### PROBLEM DESCRIPTION
Return, from the data that follows, each line that holds the word "Knoxville".
:: INPUT RECORDS
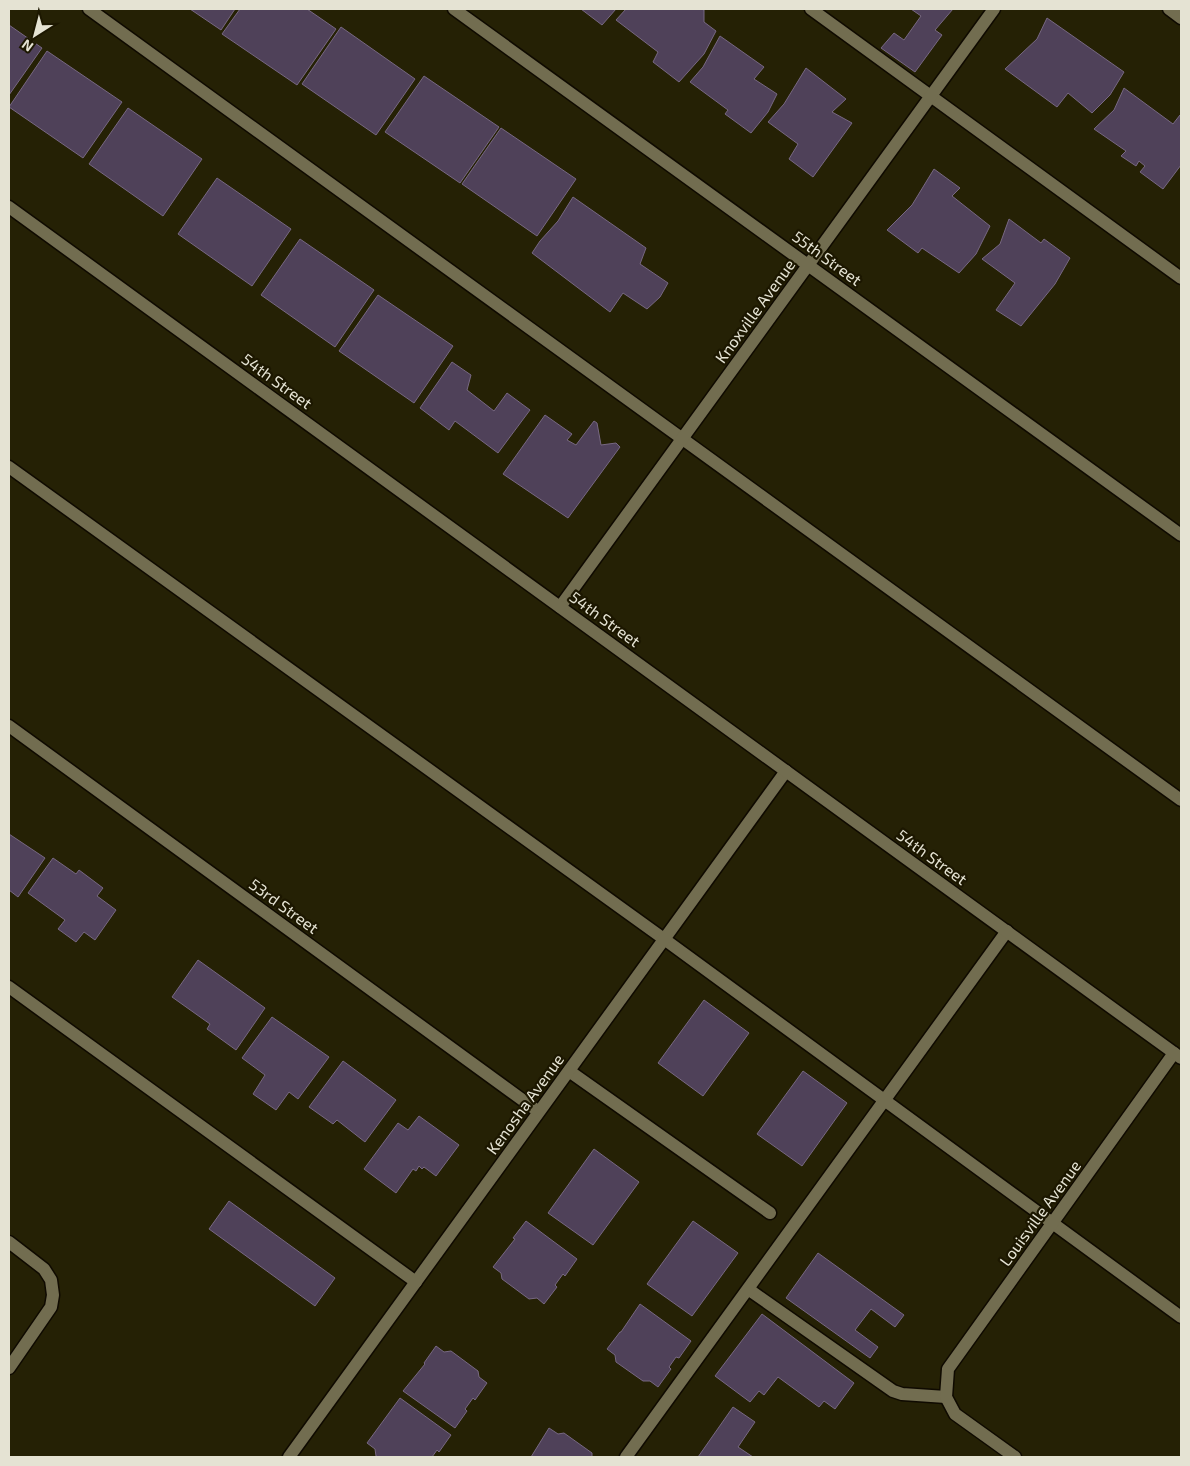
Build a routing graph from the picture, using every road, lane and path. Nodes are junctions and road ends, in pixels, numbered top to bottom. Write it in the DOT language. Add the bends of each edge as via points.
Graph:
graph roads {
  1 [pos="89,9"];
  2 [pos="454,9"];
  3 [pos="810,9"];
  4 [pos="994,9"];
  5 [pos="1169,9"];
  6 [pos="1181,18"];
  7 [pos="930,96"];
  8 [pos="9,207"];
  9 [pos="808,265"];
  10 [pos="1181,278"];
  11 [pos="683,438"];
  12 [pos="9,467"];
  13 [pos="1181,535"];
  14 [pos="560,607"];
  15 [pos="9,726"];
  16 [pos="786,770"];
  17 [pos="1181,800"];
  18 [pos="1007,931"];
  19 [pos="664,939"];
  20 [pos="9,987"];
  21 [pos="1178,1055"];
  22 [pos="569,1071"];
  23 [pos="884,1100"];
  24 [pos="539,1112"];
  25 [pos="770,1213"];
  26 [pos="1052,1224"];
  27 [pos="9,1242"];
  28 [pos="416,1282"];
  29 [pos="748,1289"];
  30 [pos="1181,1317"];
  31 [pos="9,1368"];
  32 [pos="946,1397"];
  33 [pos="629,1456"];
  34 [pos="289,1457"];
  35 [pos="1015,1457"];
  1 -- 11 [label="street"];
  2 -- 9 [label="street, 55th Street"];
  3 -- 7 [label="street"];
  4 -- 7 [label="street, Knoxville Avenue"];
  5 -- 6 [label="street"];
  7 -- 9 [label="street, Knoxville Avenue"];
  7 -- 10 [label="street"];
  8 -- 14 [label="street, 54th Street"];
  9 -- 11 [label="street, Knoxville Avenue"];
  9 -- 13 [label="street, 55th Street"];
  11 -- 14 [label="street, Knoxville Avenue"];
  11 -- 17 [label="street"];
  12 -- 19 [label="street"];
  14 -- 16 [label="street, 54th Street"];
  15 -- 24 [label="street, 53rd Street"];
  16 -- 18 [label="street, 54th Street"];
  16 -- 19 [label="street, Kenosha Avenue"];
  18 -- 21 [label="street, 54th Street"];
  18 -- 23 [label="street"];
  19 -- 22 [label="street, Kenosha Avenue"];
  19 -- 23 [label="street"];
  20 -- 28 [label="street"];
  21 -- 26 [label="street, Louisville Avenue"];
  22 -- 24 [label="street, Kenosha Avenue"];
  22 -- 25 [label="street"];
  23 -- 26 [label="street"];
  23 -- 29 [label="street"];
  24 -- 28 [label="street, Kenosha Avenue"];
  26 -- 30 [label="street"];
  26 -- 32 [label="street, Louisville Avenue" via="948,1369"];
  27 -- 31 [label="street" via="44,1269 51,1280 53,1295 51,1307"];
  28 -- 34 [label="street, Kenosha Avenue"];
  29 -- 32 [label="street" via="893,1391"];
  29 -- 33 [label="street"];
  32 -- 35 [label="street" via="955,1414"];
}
::::
### EXERCISE SOLUTION
  4 -- 7 [label="street, Knoxville Avenue"];
  7 -- 9 [label="street, Knoxville Avenue"];
  9 -- 11 [label="street, Knoxville Avenue"];
  11 -- 14 [label="street, Knoxville Avenue"];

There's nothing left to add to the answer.